Start of DATA SUPPLIED

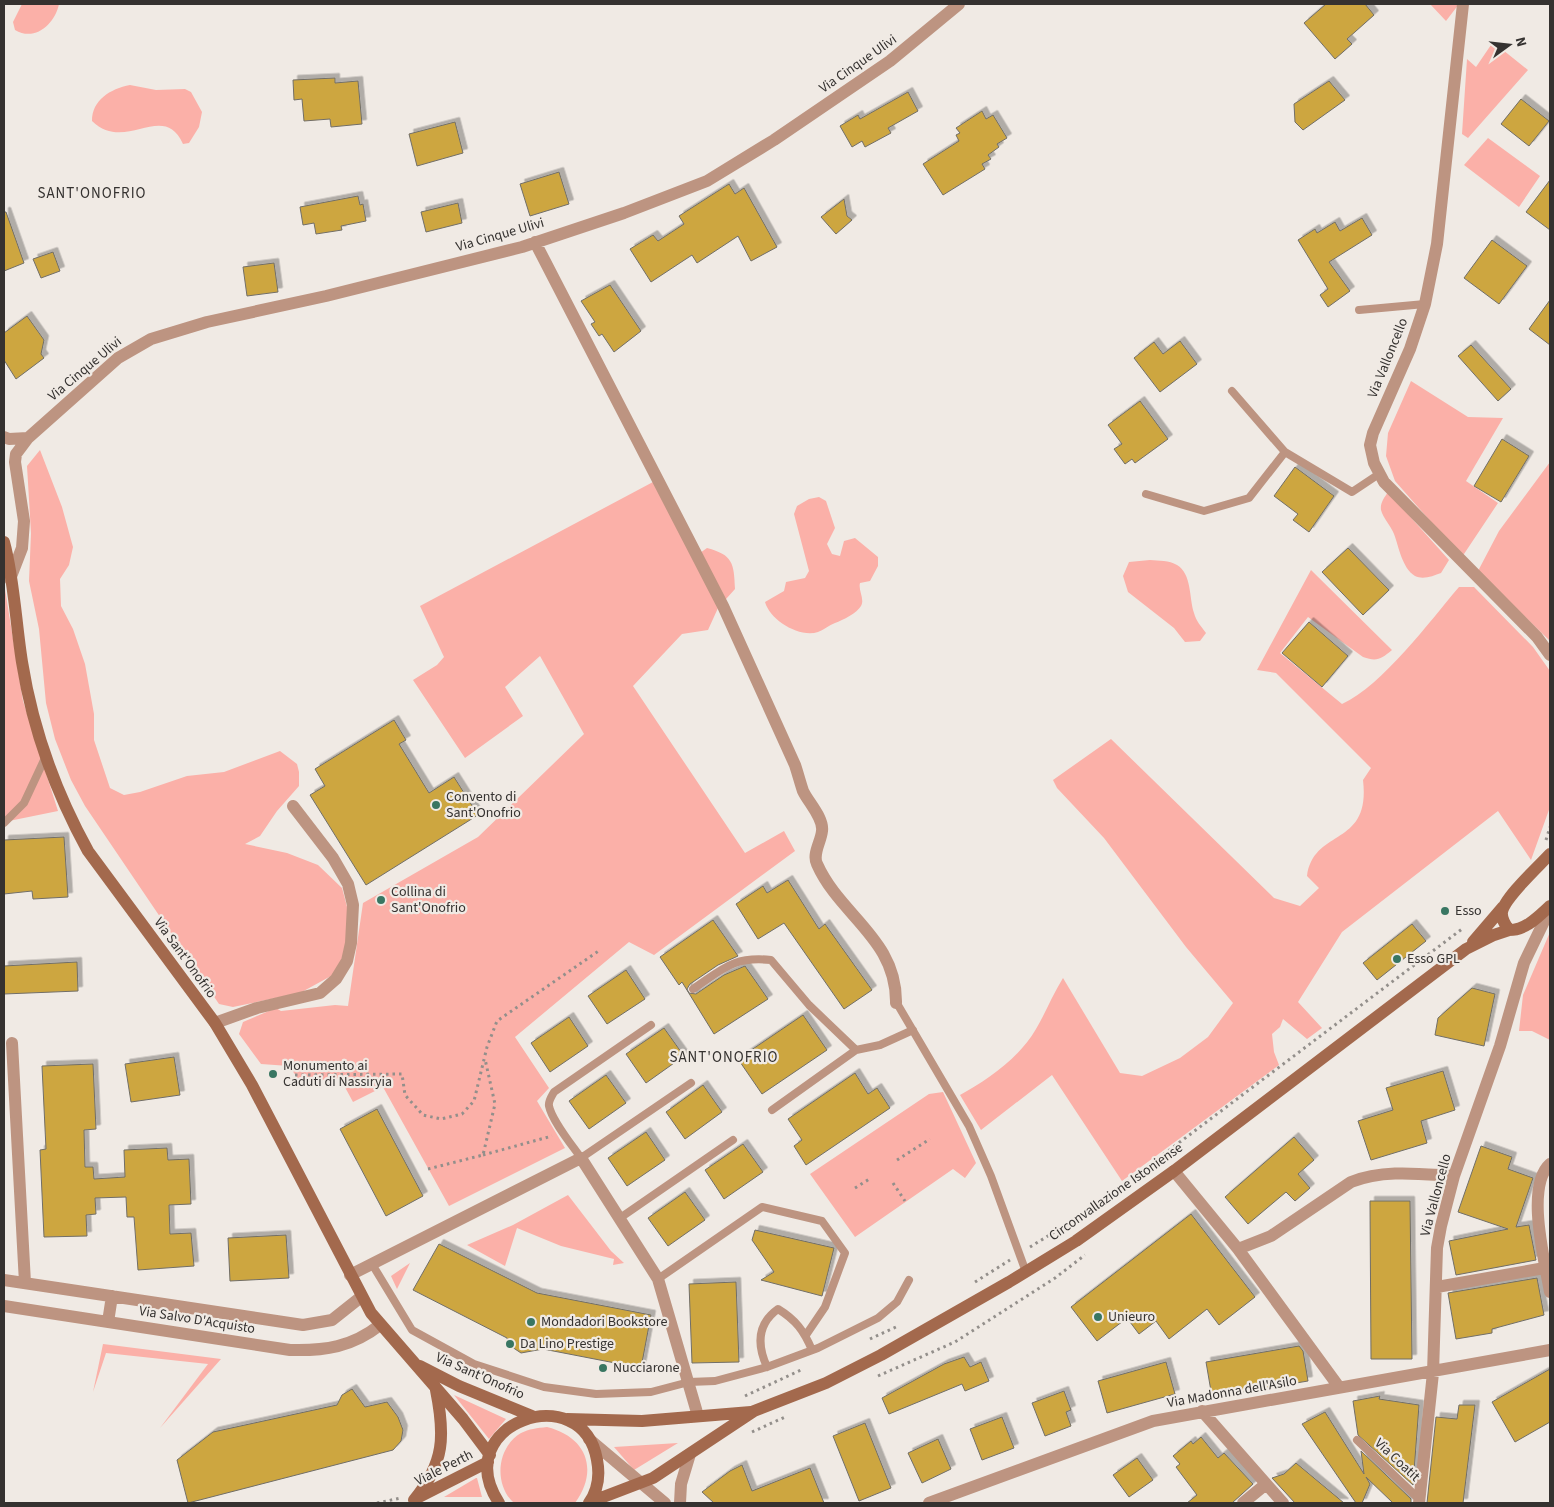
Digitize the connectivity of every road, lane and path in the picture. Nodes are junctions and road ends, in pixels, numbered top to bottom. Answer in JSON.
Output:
{"nodes":[{"id":1,"x":960,"y":4,"type":"edge"},
{"id":2,"x":1464,"y":4,"type":"edge"},
{"id":3,"x":535,"y":242,"type":"junction"},
{"id":4,"x":1425,"y":304,"type":"junction"},
{"id":5,"x":1359,"y":310,"type":"dead end"},
{"id":6,"x":1232,"y":390,"type":"dead end"},
{"id":7,"x":4,"y":437,"type":"edge"},
{"id":8,"x":28,"y":438,"type":"junction"},
{"id":9,"x":1285,"y":452,"type":"junction"},
{"id":10,"x":1379,"y":474,"type":"junction"},
{"id":11,"x":1146,"y":494,"type":"dead end"},
{"id":12,"x":4,"y":542,"type":"edge"},
{"id":13,"x":10,"y":579,"type":"junction"},
{"id":14,"x":1550,"y":655,"type":"edge"},
{"id":15,"x":45,"y":758,"type":"junction"},
{"id":16,"x":293,"y":806,"type":"dead end"},
{"id":17,"x":4,"y":823,"type":"edge"},
{"id":18,"x":1550,"y":827,"type":"edge"},
{"id":19,"x":1548,"y":852,"type":"edge"},
{"id":20,"x":1503,"y":907,"type":"junction"},
{"id":21,"x":1550,"y":908,"type":"edge"},
{"id":22,"x":1467,"y":925,"type":"dead end"},
{"id":23,"x":1510,"y":930,"type":"junction"},
{"id":24,"x":1466,"y":949,"type":"junction"},
{"id":25,"x":600,"y":950,"type":"dead end"},
{"id":26,"x":693,"y":989,"type":"dead end"},
{"id":27,"x":895,"y":1001,"type":"joint"},
{"id":28,"x":215,"y":1023,"type":"junction"},
{"id":29,"x":651,"y":1025,"type":"dead end"},
{"id":30,"x":913,"y":1030,"type":"junction"},
{"id":31,"x":12,"y":1043,"type":"dead end"},
{"id":32,"x":856,"y":1050,"type":"junction"},
{"id":33,"x":485,"y":1056,"type":"junction"},
{"id":34,"x":295,"y":1075,"type":"dead end"},
{"id":35,"x":691,"y":1083,"type":"dead end"},
{"id":36,"x":772,"y":1110,"type":"dead end"},
{"id":37,"x":557,"y":1134,"type":"dead end"},
{"id":38,"x":930,"y":1139,"type":"dead end"},
{"id":39,"x":733,"y":1140,"type":"dead end"},
{"id":40,"x":483,"y":1155,"type":"junction"},
{"id":41,"x":581,"y":1158,"type":"junction"},
{"id":42,"x":897,"y":1160,"type":"dead end"},
{"id":43,"x":1550,"y":1164,"type":"edge"},
{"id":44,"x":428,"y":1169,"type":"dead end"},
{"id":45,"x":1174,"y":1171,"type":"junction"},
{"id":46,"x":1454,"y":1176,"type":"junction"},
{"id":47,"x":871,"y":1178,"type":"dead end"},
{"id":48,"x":893,"y":1182,"type":"dead end"},
{"id":49,"x":856,"y":1188,"type":"dead end"},
{"id":50,"x":905,"y":1201,"type":"dead end"},
{"id":51,"x":620,"y":1218,"type":"junction"},
{"id":52,"x":1238,"y":1249,"type":"junction"},
{"id":53,"x":1020,"y":1254,"type":"junction"},
{"id":54,"x":372,"y":1264,"type":"junction"},
{"id":55,"x":1548,"y":1268,"type":"edge"},
{"id":56,"x":1026,"y":1272,"type":"junction"},
{"id":57,"x":350,"y":1275,"type":"junction"},
{"id":58,"x":658,"y":1279,"type":"junction"},
{"id":59,"x":4,"y":1280,"type":"edge"},
{"id":60,"x":909,"y":1280,"type":"dead end"},
{"id":61,"x":25,"y":1283,"type":"junction"},
{"id":62,"x":971,"y":1284,"type":"dead end"},
{"id":63,"x":1436,"y":1287,"type":"junction"},
{"id":64,"x":1550,"y":1292,"type":"edge"},
{"id":65,"x":112,"y":1296,"type":"junction"},
{"id":66,"x":361,"y":1297,"type":"junction"},
{"id":67,"x":4,"y":1306,"type":"edge"},
{"id":68,"x":108,"y":1322,"type":"junction"},
{"id":69,"x":905,"y":1323,"type":"dead end"},
{"id":70,"x":380,"y":1325,"type":"junction"},
{"id":71,"x":806,"y":1335,"type":"junction"},
{"id":72,"x":869,"y":1339,"type":"dead end"},
{"id":73,"x":812,"y":1350,"type":"junction"},
{"id":74,"x":1550,"y":1350,"type":"edge"},
{"id":75,"x":416,"y":1363,"type":"junction"},
{"id":76,"x":767,"y":1367,"type":"junction"},
{"id":77,"x":806,"y":1368,"type":"dead end"},
{"id":78,"x":1433,"y":1373,"type":"junction"},
{"id":79,"x":689,"y":1382,"type":"junction"},
{"id":80,"x":435,"y":1388,"type":"junction"},
{"id":81,"x":1339,"y":1388,"type":"junction"},
{"id":82,"x":744,"y":1396,"type":"dead end"},
{"id":83,"x":754,"y":1411,"type":"junction"},
{"id":84,"x":1202,"y":1411,"type":"junction"},
{"id":85,"x":532,"y":1416,"type":"junction"},
{"id":86,"x":698,"y":1416,"type":"junction"},
{"id":87,"x":564,"y":1419,"type":"junction"},
{"id":88,"x":589,"y":1439,"type":"junction"},
{"id":89,"x":1356,"y":1440,"type":"dead end"},
{"id":90,"x":690,"y":1454,"type":"junction"},
{"id":91,"x":489,"y":1458,"type":"junction"},
{"id":92,"x":641,"y":1484,"type":"junction"},
{"id":93,"x":1266,"y":1484,"type":"junction"},
{"id":94,"x":411,"y":1501,"type":"edge"},
{"id":95,"x":1419,"y":1501,"type":"edge"},
{"id":96,"x":589,"y":1502,"type":"edge"},
{"id":97,"x":498,"y":1503,"type":"edge"},
{"id":98,"x":665,"y":1503,"type":"edge"},
{"id":99,"x":680,"y":1503,"type":"edge"},
{"id":100,"x":929,"y":1503,"type":"edge"},
{"id":101,"x":1243,"y":1503,"type":"edge"},
{"id":102,"x":1283,"y":1503,"type":"edge"}],
"edges":[{"from":1,"to":3,"type":"street","name":"Via Cinque Ulivi"},
{"from":2,"to":4,"type":"street","name":"Via Valloncello"},
{"from":3,"to":8,"type":"street","name":"Via Cinque Ulivi"},
{"from":3,"to":27,"type":"street"},
{"from":4,"to":5,"type":"lane"},
{"from":4,"to":10,"type":"street","name":"Via Valloncello"},
{"from":6,"to":9,"type":"lane"},
{"from":7,"to":8,"type":"street"},
{"from":8,"to":13,"type":"street","name":"Via Cinque Ulivi"},
{"from":9,"to":10,"type":"lane"},
{"from":9,"to":11,"type":"lane"},
{"from":10,"to":14,"type":"street","name":"Via Valloncello"},
{"from":12,"to":13,"type":"main road","name":"Via Sant'Onofrio"},
{"from":13,"to":15,"type":"main road","name":"Via Sant'Onofrio"},
{"from":15,"to":17,"type":"lane"},
{"from":15,"to":28,"type":"main road","name":"Via Sant'Onofrio"},
{"from":16,"to":28,"type":"street"},
{"from":18,"to":19,"type":"path"},
{"from":19,"to":20,"type":"main road","name":"Circonvallazione Istoniense"},
{"from":20,"to":23,"type":"main road"},
{"from":20,"to":24,"type":"main road","name":"Circonvallazione Istoniense"},
{"from":21,"to":23,"type":"main road","name":"Circonvallazione Istoniense"},
{"from":21,"to":46,"type":"street","name":"Via Valloncello"},
{"from":22,"to":53,"type":"path"},
{"from":23,"to":24,"type":"main road","name":"Circonvallazione Istoniense"},
{"from":24,"to":45,"type":"main road","name":"Circonvallazione Istoniense"},
{"from":25,"to":33,"type":"path"},
{"from":26,"to":32,"type":"lane"},
{"from":27,"to":30,"type":"lane"},
{"from":28,"to":57,"type":"main road","name":"Via Sant'Onofrio"},
{"from":29,"to":41,"type":"lane"},
{"from":30,"to":32,"type":"lane"},
{"from":30,"to":53,"type":"lane"},
{"from":31,"to":61,"type":"street"},
{"from":32,"to":36,"type":"lane"},
{"from":33,"to":34,"type":"path"},
{"from":33,"to":40,"type":"path"},
{"from":35,"to":41,"type":"lane"},
{"from":37,"to":40,"type":"path"},
{"from":38,"to":42,"type":"path"},
{"from":39,"to":51,"type":"lane"},
{"from":40,"to":44,"type":"path"},
{"from":41,"to":51,"type":"street"},
{"from":41,"to":54,"type":"street"},
{"from":43,"to":55,"type":"street"},
{"from":45,"to":52,"type":"street"},
{"from":45,"to":56,"type":"main road","name":"Circonvallazione Istoniense"},
{"from":46,"to":52,"type":"street"},
{"from":46,"to":63,"type":"street","name":"Via Valloncello"},
{"from":47,"to":49,"type":"path"},
{"from":48,"to":50,"type":"path"},
{"from":51,"to":58,"type":"street"},
{"from":52,"to":81,"type":"street"},
{"from":53,"to":56,"type":"lane"},
{"from":53,"to":62,"type":"path"},
{"from":54,"to":57,"type":"street"},
{"from":54,"to":79,"type":"lane"},
{"from":55,"to":63,"type":"street"},
{"from":55,"to":64,"type":"street"},
{"from":56,"to":83,"type":"main road","name":"Circonvallazione Istoniense"},
{"from":57,"to":66,"type":"main road","name":"Via Sant'Onofrio"},
{"from":58,"to":71,"type":"lane"},
{"from":58,"to":79,"type":"street"},
{"from":59,"to":61,"type":"street","name":"Via Salvo D'Acquisto"},
{"from":60,"to":73,"type":"lane"},
{"from":61,"to":65,"type":"street","name":"Via Salvo D'Acquisto"},
{"from":63,"to":78,"type":"street","name":"Via Valloncello"},
{"from":65,"to":66,"type":"street","name":"Via Salvo D'Acquisto"},
{"from":65,"to":68,"type":"street"},
{"from":66,"to":70,"type":"main road","name":"Via Sant'Onofrio"},
{"from":67,"to":68,"type":"street","name":"Via Salvo D'Acquisto"},
{"from":68,"to":70,"type":"street","name":"Via Salvo D'Acquisto"},
{"from":69,"to":72,"type":"path"},
{"from":70,"to":75,"type":"main road","name":"Via Sant'Onofrio"},
{"from":71,"to":73,"type":"lane"},
{"from":71,"to":76,"type":"lane"},
{"from":73,"to":76,"type":"lane"},
{"from":74,"to":78,"type":"street","name":"Via Madonna dell'Asilo"},
{"from":75,"to":80,"type":"main road","name":"Via Sant'Onofrio"},
{"from":75,"to":85,"type":"main road","name":"Via Sant'Onofrio"},
{"from":76,"to":79,"type":"lane"},
{"from":77,"to":82,"type":"path"},
{"from":78,"to":81,"type":"street","name":"Via Madonna dell'Asilo"},
{"from":78,"to":95,"type":"street","name":"Via Valloncello"},
{"from":79,"to":86,"type":"street"},
{"from":80,"to":91,"type":"main road","name":"Via Sant'Onofrio"},
{"from":80,"to":94,"type":"main road","name":"Via Sant'Onofrio"},
{"from":81,"to":84,"type":"street","name":"Via Madonna dell'Asilo"},
{"from":83,"to":86,"type":"main road","name":"Circonvallazione Istoniense"},
{"from":83,"to":90,"type":"main road","name":"Circonvallazione Istoniense"},
{"from":84,"to":93,"type":"street"},
{"from":84,"to":100,"type":"street","name":"Via Madonna dell'Asilo"},
{"from":85,"to":87,"type":"main road","name":"Circonvallazione Istoniense"},
{"from":85,"to":91,"type":"main road"},
{"from":86,"to":87,"type":"main road","name":"Circonvallazione Istoniense"},
{"from":87,"to":88,"type":"main road"},
{"from":88,"to":92,"type":"street"},
{"from":88,"to":96,"type":"main road"},
{"from":89,"to":95,"type":"lane","name":"Via Coatit"},
{"from":90,"to":92,"type":"main road","name":"Circonvallazione Istoniense"},
{"from":90,"to":99,"type":"street"},
{"from":91,"to":94,"type":"main road","name":"Viale Perth"},
{"from":91,"to":97,"type":"main road"},
{"from":92,"to":96,"type":"main road","name":"Circonvallazione Istoniense"},
{"from":92,"to":98,"type":"street"},
{"from":93,"to":101,"type":"street"},
{"from":93,"to":102,"type":"street"}]}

End of DATA SUPPLIED

▶ REQUIRED WORK: What lines in the records contain the word "Ulivi"? Return each one.

▶ TASK SOLUTION:
"edges":[{"from":1,"to":3,"type":"street","name":"Via Cinque Ulivi"},
{"from":3,"to":8,"type":"street","name":"Via Cinque Ulivi"},
{"from":8,"to":13,"type":"street","name":"Via Cinque Ulivi"},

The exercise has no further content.